(HOW TO COMPLETE THIS TASK)
Nothing should differ between your answer and the records.

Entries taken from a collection
+===+

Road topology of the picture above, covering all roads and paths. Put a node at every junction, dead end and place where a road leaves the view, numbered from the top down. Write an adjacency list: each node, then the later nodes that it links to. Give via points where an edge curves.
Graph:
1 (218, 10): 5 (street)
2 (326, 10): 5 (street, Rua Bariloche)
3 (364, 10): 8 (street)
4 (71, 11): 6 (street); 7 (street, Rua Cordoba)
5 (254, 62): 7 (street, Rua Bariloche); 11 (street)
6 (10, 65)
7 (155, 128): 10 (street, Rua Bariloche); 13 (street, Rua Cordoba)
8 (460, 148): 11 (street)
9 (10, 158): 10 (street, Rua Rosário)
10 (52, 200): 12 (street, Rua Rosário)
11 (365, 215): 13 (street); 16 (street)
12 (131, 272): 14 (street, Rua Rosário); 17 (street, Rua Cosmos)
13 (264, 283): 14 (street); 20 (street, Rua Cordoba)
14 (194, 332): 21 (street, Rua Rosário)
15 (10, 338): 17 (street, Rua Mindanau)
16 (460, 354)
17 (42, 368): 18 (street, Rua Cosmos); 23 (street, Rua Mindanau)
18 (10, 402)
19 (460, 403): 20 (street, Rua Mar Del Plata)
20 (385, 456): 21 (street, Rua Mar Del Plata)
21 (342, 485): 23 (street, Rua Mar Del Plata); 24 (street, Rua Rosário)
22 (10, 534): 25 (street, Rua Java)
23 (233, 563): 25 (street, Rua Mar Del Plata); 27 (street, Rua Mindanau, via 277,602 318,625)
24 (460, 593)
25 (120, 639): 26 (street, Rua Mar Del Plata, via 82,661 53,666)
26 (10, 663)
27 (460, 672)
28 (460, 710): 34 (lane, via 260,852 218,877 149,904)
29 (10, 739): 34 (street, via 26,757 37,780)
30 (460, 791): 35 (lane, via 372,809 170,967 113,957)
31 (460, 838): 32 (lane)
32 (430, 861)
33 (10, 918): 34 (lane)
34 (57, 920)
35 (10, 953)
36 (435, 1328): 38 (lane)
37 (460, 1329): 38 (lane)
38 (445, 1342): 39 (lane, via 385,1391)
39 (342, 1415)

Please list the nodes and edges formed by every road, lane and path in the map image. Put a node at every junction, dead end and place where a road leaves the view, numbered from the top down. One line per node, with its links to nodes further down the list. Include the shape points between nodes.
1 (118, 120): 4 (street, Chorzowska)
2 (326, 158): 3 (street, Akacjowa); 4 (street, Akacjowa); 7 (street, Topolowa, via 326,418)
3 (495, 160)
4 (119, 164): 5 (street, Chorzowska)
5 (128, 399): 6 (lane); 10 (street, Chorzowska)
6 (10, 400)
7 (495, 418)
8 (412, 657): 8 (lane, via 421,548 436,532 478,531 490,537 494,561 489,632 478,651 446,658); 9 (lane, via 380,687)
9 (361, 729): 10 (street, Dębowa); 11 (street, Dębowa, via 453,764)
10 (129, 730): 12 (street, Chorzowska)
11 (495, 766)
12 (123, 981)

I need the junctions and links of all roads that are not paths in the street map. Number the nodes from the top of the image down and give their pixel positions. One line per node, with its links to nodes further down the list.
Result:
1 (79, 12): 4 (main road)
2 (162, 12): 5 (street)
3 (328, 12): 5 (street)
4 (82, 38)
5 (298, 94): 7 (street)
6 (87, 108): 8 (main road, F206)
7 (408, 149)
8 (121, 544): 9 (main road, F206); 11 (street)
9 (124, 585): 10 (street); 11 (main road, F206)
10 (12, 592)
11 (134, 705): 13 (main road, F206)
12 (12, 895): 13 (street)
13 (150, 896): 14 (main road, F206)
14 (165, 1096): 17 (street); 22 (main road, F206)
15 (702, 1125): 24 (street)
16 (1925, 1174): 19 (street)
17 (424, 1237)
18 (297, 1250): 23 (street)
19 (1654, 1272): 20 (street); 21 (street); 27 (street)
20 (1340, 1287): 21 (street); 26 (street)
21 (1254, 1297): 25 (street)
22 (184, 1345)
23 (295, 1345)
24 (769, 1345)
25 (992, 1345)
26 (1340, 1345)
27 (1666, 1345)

+===+

(SOLUTION TO THIS EXERCISE)
Road topology of the picture above, covering all roads and paths. Put a node at every junction, dead end and place where a road leaves the view, numbered from the top down. Write an adjacency list: each node, then the later nodes that it links to. Give via points where an edge curves.
Graph:
1 (218, 10): 5 (street)
2 (326, 10): 5 (street, Rua Bariloche)
3 (364, 10): 8 (street)
4 (71, 11): 6 (street); 7 (street, Rua Cordoba)
5 (254, 62): 7 (street, Rua Bariloche); 11 (street)
6 (10, 65)
7 (155, 128): 10 (street, Rua Bariloche); 13 (street, Rua Cordoba)
8 (460, 148): 11 (street)
9 (10, 158): 10 (street, Rua Rosário)
10 (52, 200): 12 (street, Rua Rosário)
11 (365, 215): 13 (street); 16 (street)
12 (131, 272): 14 (street, Rua Rosário); 17 (street, Rua Cosmos)
13 (264, 283): 14 (street); 20 (street, Rua Cordoba)
14 (194, 332): 21 (street, Rua Rosário)
15 (10, 338): 17 (street, Rua Mindanau)
16 (460, 354)
17 (42, 368): 18 (street, Rua Cosmos); 23 (street, Rua Mindanau)
18 (10, 402)
19 (460, 403): 20 (street, Rua Mar Del Plata)
20 (385, 456): 21 (street, Rua Mar Del Plata)
21 (342, 485): 23 (street, Rua Mar Del Plata); 24 (street, Rua Rosário)
22 (10, 534): 25 (street, Rua Java)
23 (233, 563): 25 (street, Rua Mar Del Plata); 27 (street, Rua Mindanau, via 277,602 318,625)
24 (460, 593)
25 (120, 639): 26 (street, Rua Mar Del Plata, via 82,661 53,666)
26 (10, 663)
27 (460, 672)
28 (460, 710): 34 (lane, via 260,852 218,877 149,904)
29 (10, 739): 34 (street, via 26,757 37,780)
30 (460, 791): 35 (lane, via 372,809 170,967 113,957)
31 (460, 838): 32 (lane)
32 (430, 861)
33 (10, 918): 34 (lane)
34 (57, 920)
35 (10, 953)
36 (435, 1328): 38 (lane)
37 (460, 1329): 38 (lane)
38 (445, 1342): 39 (lane, via 385,1391)
39 (342, 1415)

Please list the nodes and edges formed by every road, lane and path in the map image. Put a node at every junction, dead end and place where a road leaves the view, numbered from the top down. One line per node, with its links to nodes further down the list. Include the shape points between nodes.
1 (118, 120): 4 (street, Chorzowska)
2 (326, 158): 3 (street, Akacjowa); 4 (street, Akacjowa); 7 (street, Topolowa, via 326,418)
3 (495, 160)
4 (119, 164): 5 (street, Chorzowska)
5 (128, 399): 6 (lane); 10 (street, Chorzowska)
6 (10, 400)
7 (495, 418)
8 (412, 657): 8 (lane, via 421,548 436,532 478,531 490,537 494,561 489,632 478,651 446,658); 9 (lane, via 380,687)
9 (361, 729): 10 (street, Dębowa); 11 (street, Dębowa, via 453,764)
10 (129, 730): 12 (street, Chorzowska)
11 (495, 766)
12 (123, 981)

I need the junctions and links of all roads that are not paths in the street map. Number the nodes from the top of the image down and give their pixel positions. One line per node, with its links to nodes further down the list.
Result:
1 (79, 12): 4 (main road)
2 (162, 12): 5 (street)
3 (328, 12): 5 (street)
4 (82, 38)
5 (298, 94): 7 (street)
6 (87, 108): 8 (main road, F206)
7 (408, 149)
8 (121, 544): 9 (main road, F206); 11 (street)
9 (124, 585): 10 (street); 11 (main road, F206)
10 (12, 592)
11 (134, 705): 13 (main road, F206)
12 (12, 895): 13 (street)
13 (150, 896): 14 (main road, F206)
14 (165, 1096): 17 (street); 22 (main road, F206)
15 (702, 1125): 24 (street)
16 (1925, 1174): 19 (street)
17 (424, 1237)
18 (297, 1250): 23 (street)
19 (1654, 1272): 20 (street); 21 (street); 27 (street)
20 (1340, 1287): 21 (street); 26 (street)
21 (1254, 1297): 25 (street)
22 (184, 1345)
23 (295, 1345)
24 (769, 1345)
25 (992, 1345)
26 (1340, 1345)
27 (1666, 1345)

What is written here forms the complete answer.